What you’re basically doing is using events associated with a “track” between modules to mimic the function performed by a CTC “codeline” that sends signal aspects associated with a track. In a real CTC system, a code addressed to a signal causes the signal’s relays to process that code plus local data (like the state of track occupancy) to set the signal to an appropriate aspect, and to pass information along to the next signal so it can do its own processing.

Part of what’s used for this in the Tower-LCC is a set of 32 “logic conditionals” that can be associated with two different types of “groups”. These are used internally to set and evaluate some variables storing state, and appear to be how the events being sent down the line get processed. They and the logic that goes with them are performing the same function as trackside relays on a real railroad. It’s a very clever application of LCC events.

The first of these groups is the “mast group”, and when events for variables associated with it come in, they can modify those variables, and variables taken together can cause different events to be emitted “down the line” (every node actually sees all of them, but only pays attention to its two neighbors as per the usual LCC rules for only processing events a node has been configured for). This allows, for example, a module that has a turnout set to a diverging route to emit different events down the line based on whether the next block (on the next module) or the one beyond that are occupied, and its emitting different events than a module without a diverging turnout would emit (because diverging routes generally mean different signals).

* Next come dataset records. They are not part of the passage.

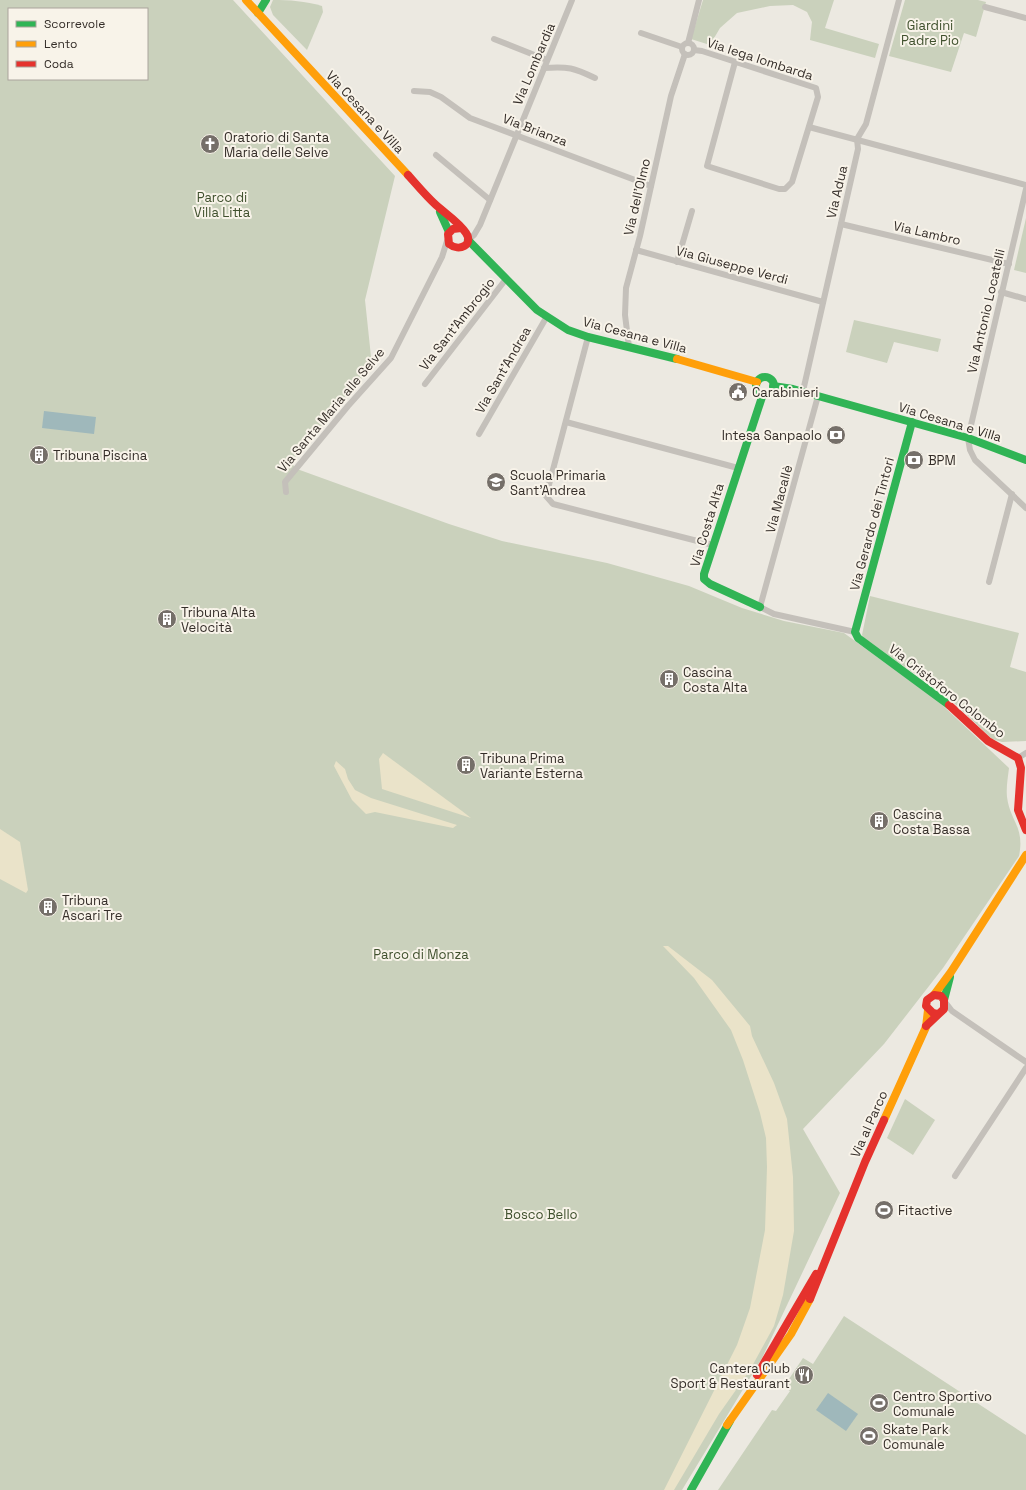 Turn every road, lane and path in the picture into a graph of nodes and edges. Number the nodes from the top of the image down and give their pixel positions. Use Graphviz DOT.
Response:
graph roads {
  1 [pos="266,0"];
  2 [pos="572,0"];
  3 [pos="699,0"];
  4 [pos="899,0"];
  5 [pos="248,1"];
  6 [pos="984,6"];
  7 [pos="258,13"];
  8 [pos="1026,18"];
  9 [pos="641,33"];
  10 [pos="494,39"];
  11 [pos="688,43"];
  12 [pos="682,47"];
  13 [pos="694,50"];
  14 [pos="685,54"];
  15 [pos="547,60"];
  16 [pos="735,62"];
  17 [pos="544,68"];
  18 [pos="595,78"];
  19 [pos="414,91"];
  20 [pos="809,127"];
  21 [pos="516,135"];
  22 [pos="856,139"];
  23 [pos="436,155"];
  24 [pos="1026,185"];
  25 [pos="651,186"];
  26 [pos="1026,189"];
  27 [pos="490,200"];
  28 [pos="435,204"];
  29 [pos="692,211"];
  30 [pos="841,224"];
  31 [pos="449,232"];
  32 [pos="465,234"];
  33 [pos="447,241"];
  34 [pos="463,247"];
  35 [pos="454,248"];
  36 [pos="636,250"];
  37 [pos="484,256"];
  38 [pos="442,257"];
  39 [pos="677,262"];
  40 [pos="1009,264"];
  41 [pos="506,279"];
  42 [pos="1001,292"];
  43 [pos="1026,299"];
  44 [pos="823,302"];
  45 [pos="546,318"];
  46 [pos="588,337"];
  47 [pos="629,347"];
  48 [pos="757,382"];
  49 [pos="425,384"];
  50 [pos="773,386"];
  51 [pos="802,392"];
  52 [pos="762,394"];
  53 [pos="818,396"];
  54 [pos="566,422"];
  55 [pos="912,422"];
  56 [pos="478,434"];
  57 [pos="968,438"];
  58 [pos="1026,460"];
  59 [pos="738,468"];
  60 [pos="286,492"];
  61 [pos="1012,494"];
  62 [pos="1026,508"];
  63 [pos="713,545"];
  64 [pos="989,582"];
  65 [pos="760,607"];
  66 [pos="855,632"];
  67 [pos="1026,753"];
  68 [pos="1018,758"];
  69 [pos="1026,830"];
  70 [pos="1026,855"];
  71 [pos="952,972"];
  72 [pos="934,995"];
  73 [pos="945,1001"];
  74 [pos="928,1010"];
  75 [pos="952,1011"];
  76 [pos="939,1013"];
  77 [pos="926,1027"];
  78 [pos="1026,1062"];
  79 [pos="1026,1068"];
  80 [pos="955,1176"];
  81 [pos="692,1490"];
  1 -- 7 [label="street"];
  2 -- 15 [label="street, Via Lombardia"];
  3 -- 11 [label="street"];
  4 -- 22 [label="street"];
  5 -- 7 [label="street, Via Cesana e Villa"];
  6 -- 8 [label="street"];
  7 -- 28 [label="street, Via Cesana e Villa"];
  9 -- 12 [label="street"];
  10 -- 15 [label="street"];
  11 -- 12 [label="street"];
  11 -- 13 [label="street"];
  12 -- 14 [label="street"];
  13 -- 14 [label="street"];
  13 -- 16 [label="street, Via lega lombarda"];
  14 -- 25 [label="street, Via dell'Olmo"];
  15 -- 17 [label="street, Via Lombardia"];
  16 -- 20 [label="street, Via lega lombarda"];
  16 -- 20 [label="street"];
  17 -- 18 [label="street"];
  17 -- 21 [label="street, Via Lombardia"];
  19 -- 21 [label="street, Via Brianza"];
  20 -- 22 [label="street"];
  21 -- 25 [label="street, Via Brianza"];
  21 -- 27 [label="street, Via Lombardia"];
  22 -- 24 [label="street"];
  22 -- 30 [label="street, Via Adua"];
  23 -- 27 [label="street"];
  25 -- 36 [label="street, Via dell'Olmo"];
  26 -- 40 [label="street, Via Antonio Locatelli"];
  27 -- 32 [label="street, Via Lombardia"];
  28 -- 31 [label="street, Via Cesana e Villa"];
  28 -- 32 [label="street, Via Cesana e Villa"];
  29 -- 39 [label="street"];
  30 -- 40 [label="street, Via Lambro"];
  30 -- 44 [label="street, Via Adua"];
  31 -- 32 [label="street"];
  31 -- 33 [label="street"];
  32 -- 34 [label="street"];
  32 -- 37 [label="street, Via Cesana e Villa"];
  33 -- 35 [label="street"];
  33 -- 38 [label="street, Via Santa Maria alle Selve"];
  34 -- 35 [label="street"];
  34 -- 37 [label="street, Via Cesana e Villa"];
  35 -- 38 [label="street, Via Santa Maria alle Selve"];
  36 -- 39 [label="street, Via Giuseppe Verdi"];
  36 -- 47 [label="street, Via dell'Olmo"];
  37 -- 41 [label="street, Via Cesana e Villa"];
  38 -- 60 [label="street, Via Santa Maria alle Selve"];
  39 -- 44 [label="street, Via Giuseppe Verdi"];
  40 -- 42 [label="street, Via Antonio Locatelli"];
  41 -- 45 [label="street, Via Cesana e Villa"];
  41 -- 49 [label="street, Via Sant'Ambrogio"];
  42 -- 43 [label="street"];
  42 -- 57 [label="street, Via Antonio Locatelli"];
  44 -- 51 [label="street, Via Adua"];
  45 -- 46 [label="street, Via Cesana e Villa"];
  45 -- 56 [label="street, Via Sant'Andrea"];
  46 -- 47 [label="street, Via Cesana e Villa"];
  46 -- 54 [label="street"];
  47 -- 48 [label="street, Via Cesana e Villa"];
  48 -- 50 [label="street"];
  48 -- 52 [label="street"];
  50 -- 51 [label="street, Via Cesana e Villa"];
  50 -- 52 [label="street"];
  51 -- 53 [label="street, Via Cesana e Villa"];
  52 -- 59 [label="street, Via Costa Alta"];
  53 -- 55 [label="street, Via Cesana e Villa"];
  53 -- 65 [label="street, Via Macallè"];
  54 -- 59 [label="street"];
  54 -- 63 [label="street"];
  55 -- 57 [label="street, Via Cesana e Villa"];
  55 -- 66 [label="street, Via Gerardo dei Tintori"];
  57 -- 58 [label="street, Via Cesana e Villa"];
  57 -- 61 [label="street"];
  59 -- 63 [label="street, Via Costa Alta"];
  61 -- 62 [label="street"];
  61 -- 64 [label="street"];
  63 -- 65 [label="street, Via Costa Alta"];
  65 -- 66 [label="street, Via Costa Alta"];
  66 -- 68 [label="street, Via Cristoforo Colombo"];
  67 -- 68 [label="street"];
  68 -- 69 [label="street"];
  70 -- 71 [label="street"];
  71 -- 72 [label="street"];
  71 -- 73 [label="street"];
  72 -- 73 [label="street"];
  72 -- 74 [label="street"];
  73 -- 75 [label="street"];
  73 -- 76 [label="street"];
  74 -- 76 [label="street"];
  74 -- 77 [label="street, Via al Parco"];
  75 -- 76 [label="street"];
  75 -- 78 [label="street"];
  76 -- 77 [label="street, Via al Parco"];
  77 -- 81 [label="street, Via al Parco"];
  79 -- 80 [label="street"];
}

Something I want to be clear on here is that an event such as “approach medium” for a track is not only different for each track in each direction, it’s a different event ID for each node emitting it. The numeric event ID is generated uniquely on each node based on that node’s unique ID, and when a node learns its neighbors events, it’s really learning a set of them so it knows what number that neighbor is using for “approach medium on track C”. Nodes emit their “approach medium on track C” when appropriate, but the actual event ID is the one they generated off their prefix (or possibly learned, but I think these are internally generated).

The other group of logic conditionals is the “ladder group”, and it’s used to allow more complex route setup to be done using the logic conditionals, so you can move beyond the simple “six events means six routes” approach I outlined above.

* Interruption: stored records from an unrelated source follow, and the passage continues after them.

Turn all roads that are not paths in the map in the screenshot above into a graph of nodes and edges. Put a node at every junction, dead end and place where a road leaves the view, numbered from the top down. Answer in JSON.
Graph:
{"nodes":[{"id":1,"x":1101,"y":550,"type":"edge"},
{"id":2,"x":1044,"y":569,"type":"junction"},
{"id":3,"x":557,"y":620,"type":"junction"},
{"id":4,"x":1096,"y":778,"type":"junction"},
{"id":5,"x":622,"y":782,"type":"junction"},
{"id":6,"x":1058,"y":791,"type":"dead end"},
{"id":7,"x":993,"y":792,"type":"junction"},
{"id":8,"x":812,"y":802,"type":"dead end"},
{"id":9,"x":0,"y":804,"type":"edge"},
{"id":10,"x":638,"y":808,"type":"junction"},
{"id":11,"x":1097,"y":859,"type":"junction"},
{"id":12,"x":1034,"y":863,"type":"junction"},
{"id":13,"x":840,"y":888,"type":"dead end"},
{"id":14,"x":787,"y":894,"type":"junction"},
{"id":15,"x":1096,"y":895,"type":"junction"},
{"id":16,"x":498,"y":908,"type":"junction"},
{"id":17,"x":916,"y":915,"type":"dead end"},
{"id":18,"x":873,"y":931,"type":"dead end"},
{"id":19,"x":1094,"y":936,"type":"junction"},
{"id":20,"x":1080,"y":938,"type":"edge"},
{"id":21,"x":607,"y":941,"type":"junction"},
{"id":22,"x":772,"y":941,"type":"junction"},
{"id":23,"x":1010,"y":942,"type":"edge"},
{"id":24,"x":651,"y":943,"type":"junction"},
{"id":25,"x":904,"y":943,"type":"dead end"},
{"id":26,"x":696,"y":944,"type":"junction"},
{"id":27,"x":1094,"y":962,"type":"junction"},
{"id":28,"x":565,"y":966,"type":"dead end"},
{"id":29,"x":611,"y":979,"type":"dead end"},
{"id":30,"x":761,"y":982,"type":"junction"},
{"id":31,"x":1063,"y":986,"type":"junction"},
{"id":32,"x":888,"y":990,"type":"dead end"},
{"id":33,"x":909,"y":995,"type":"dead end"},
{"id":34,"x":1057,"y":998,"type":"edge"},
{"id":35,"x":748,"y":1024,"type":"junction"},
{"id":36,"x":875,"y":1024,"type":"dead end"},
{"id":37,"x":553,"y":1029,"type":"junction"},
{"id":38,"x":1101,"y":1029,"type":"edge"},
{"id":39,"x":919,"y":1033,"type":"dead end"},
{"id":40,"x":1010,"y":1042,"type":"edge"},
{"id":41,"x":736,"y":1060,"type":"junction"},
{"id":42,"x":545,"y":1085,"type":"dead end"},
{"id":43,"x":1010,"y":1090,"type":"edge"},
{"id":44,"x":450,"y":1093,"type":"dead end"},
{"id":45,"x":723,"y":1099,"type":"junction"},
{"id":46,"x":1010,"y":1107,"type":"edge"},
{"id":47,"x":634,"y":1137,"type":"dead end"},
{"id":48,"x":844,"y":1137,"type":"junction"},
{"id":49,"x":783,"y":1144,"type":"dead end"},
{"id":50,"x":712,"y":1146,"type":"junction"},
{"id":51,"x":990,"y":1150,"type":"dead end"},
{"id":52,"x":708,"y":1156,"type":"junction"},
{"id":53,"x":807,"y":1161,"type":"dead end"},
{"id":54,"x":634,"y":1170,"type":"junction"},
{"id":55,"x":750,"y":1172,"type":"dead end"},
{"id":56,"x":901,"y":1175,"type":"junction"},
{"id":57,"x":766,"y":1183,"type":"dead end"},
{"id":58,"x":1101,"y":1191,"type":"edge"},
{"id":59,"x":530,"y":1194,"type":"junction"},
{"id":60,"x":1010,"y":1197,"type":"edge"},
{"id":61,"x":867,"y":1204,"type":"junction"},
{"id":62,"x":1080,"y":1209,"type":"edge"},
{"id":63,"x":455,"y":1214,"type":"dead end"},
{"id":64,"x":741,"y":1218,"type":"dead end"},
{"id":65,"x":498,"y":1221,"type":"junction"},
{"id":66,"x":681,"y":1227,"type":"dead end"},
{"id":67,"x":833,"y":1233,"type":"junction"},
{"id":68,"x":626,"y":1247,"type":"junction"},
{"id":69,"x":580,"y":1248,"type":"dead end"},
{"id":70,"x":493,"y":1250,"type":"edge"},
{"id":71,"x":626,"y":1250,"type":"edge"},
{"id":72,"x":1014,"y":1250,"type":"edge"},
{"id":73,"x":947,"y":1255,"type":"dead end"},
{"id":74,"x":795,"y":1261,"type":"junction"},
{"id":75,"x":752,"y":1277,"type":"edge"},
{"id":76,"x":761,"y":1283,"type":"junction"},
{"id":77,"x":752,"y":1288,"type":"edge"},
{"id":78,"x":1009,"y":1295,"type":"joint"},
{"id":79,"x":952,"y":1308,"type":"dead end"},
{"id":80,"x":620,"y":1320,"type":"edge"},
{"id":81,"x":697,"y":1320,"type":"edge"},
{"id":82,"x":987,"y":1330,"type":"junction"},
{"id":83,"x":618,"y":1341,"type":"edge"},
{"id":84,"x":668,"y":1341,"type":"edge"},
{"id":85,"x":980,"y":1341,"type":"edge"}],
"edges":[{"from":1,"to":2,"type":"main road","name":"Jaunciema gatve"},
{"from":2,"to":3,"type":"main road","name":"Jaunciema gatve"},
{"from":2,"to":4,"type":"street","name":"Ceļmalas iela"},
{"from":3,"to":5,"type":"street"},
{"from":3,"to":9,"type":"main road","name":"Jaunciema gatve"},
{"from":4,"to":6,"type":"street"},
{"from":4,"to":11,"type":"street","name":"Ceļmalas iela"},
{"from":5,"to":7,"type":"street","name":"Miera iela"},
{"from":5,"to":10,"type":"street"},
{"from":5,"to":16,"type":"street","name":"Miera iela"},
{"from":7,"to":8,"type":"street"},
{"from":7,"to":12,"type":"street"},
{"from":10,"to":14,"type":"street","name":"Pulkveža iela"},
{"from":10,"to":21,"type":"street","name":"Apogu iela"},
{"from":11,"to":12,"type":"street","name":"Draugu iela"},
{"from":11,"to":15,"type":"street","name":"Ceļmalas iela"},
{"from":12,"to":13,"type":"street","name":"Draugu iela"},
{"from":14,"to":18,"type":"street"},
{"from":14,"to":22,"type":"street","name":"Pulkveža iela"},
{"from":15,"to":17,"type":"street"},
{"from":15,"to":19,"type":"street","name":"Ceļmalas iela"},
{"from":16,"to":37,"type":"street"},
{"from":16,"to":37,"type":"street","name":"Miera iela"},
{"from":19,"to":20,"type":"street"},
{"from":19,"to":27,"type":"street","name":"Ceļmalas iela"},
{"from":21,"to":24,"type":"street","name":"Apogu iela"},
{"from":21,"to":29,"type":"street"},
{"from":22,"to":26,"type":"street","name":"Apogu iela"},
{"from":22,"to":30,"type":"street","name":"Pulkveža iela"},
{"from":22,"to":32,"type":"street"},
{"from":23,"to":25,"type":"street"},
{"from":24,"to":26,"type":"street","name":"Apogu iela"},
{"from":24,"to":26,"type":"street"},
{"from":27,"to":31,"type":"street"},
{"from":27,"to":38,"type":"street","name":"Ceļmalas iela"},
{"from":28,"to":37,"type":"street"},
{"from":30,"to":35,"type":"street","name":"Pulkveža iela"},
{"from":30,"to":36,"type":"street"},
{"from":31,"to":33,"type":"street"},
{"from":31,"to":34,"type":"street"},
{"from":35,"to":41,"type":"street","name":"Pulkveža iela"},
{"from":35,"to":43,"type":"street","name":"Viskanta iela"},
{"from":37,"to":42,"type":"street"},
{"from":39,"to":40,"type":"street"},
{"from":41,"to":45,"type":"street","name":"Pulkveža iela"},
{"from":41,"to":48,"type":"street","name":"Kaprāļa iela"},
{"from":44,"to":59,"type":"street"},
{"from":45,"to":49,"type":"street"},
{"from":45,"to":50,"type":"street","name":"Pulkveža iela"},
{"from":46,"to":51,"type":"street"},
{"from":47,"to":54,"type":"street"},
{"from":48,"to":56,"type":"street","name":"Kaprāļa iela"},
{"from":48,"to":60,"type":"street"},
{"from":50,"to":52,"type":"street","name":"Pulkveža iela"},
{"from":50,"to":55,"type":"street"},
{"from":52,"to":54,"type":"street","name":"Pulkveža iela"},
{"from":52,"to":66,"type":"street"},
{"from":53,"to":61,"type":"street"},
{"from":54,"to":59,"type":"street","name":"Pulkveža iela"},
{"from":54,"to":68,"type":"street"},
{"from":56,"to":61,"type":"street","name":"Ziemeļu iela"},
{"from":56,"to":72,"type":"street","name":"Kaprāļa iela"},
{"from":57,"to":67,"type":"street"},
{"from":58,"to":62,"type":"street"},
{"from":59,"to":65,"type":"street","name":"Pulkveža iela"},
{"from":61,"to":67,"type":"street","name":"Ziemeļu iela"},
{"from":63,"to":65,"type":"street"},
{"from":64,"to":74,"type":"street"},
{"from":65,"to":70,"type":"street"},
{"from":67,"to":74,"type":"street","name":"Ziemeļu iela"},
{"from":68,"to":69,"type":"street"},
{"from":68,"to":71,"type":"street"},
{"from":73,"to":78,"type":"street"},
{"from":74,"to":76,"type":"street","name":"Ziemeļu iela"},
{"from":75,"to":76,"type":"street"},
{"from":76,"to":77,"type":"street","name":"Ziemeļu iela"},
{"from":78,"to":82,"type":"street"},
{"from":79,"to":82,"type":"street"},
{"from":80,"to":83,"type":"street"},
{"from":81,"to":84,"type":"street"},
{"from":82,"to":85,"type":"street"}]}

The Tower-LCC comes with a stapled set of pages describing it rather than a manual (complete with red-lettered additions; this is very much a work in progress). Google doesn’t turn up an online version of even this. The paper explains with more words (and colored flowcharts and lists of events) what I just outlined. But honestly, I couldn’t make any sense of it beyond what I just said (I couldn’t for the life of me say how it knows to generate an approach medium event, for example). Definitely something that’s going to take a few readings to sink in.

Still, this is incredibly impressive for a first LCC product.

The Tower-LCC has an LCC Unique ID assigned to it from the Manufacturer Specific set, written on a paper label as prefix 02 01 57. Which is exactly what I’d expect, as 57 is their manufacturer ID per NMRA S-9.2.2 in hexadecimal. The last six digits are assigned by them to the Tower-LCC (or anything else they make) at manufacturing time, and are effectively a serial number (I have 00 00 1F, serial number 31). I’ll have to power this up at some point to see what it actually emits, but I’m guessing that’s what it uses as a basis for its events.

In sum, I’m excited to see actual products for LCC, particularly from a company with the track record for solid hardware that RR-CirKits has (as I mentioned, I’ve used their LocoNet/Computer interface for years, going back to the original serial version). And with the LCC-Tower, they’ve instantly opened up a large range of useful things to do with it, as well as a very nice system for signaling that’s appropriate to modular layouts. That can only be good for LCC, and in the long run for all of us who want a standardized control bus.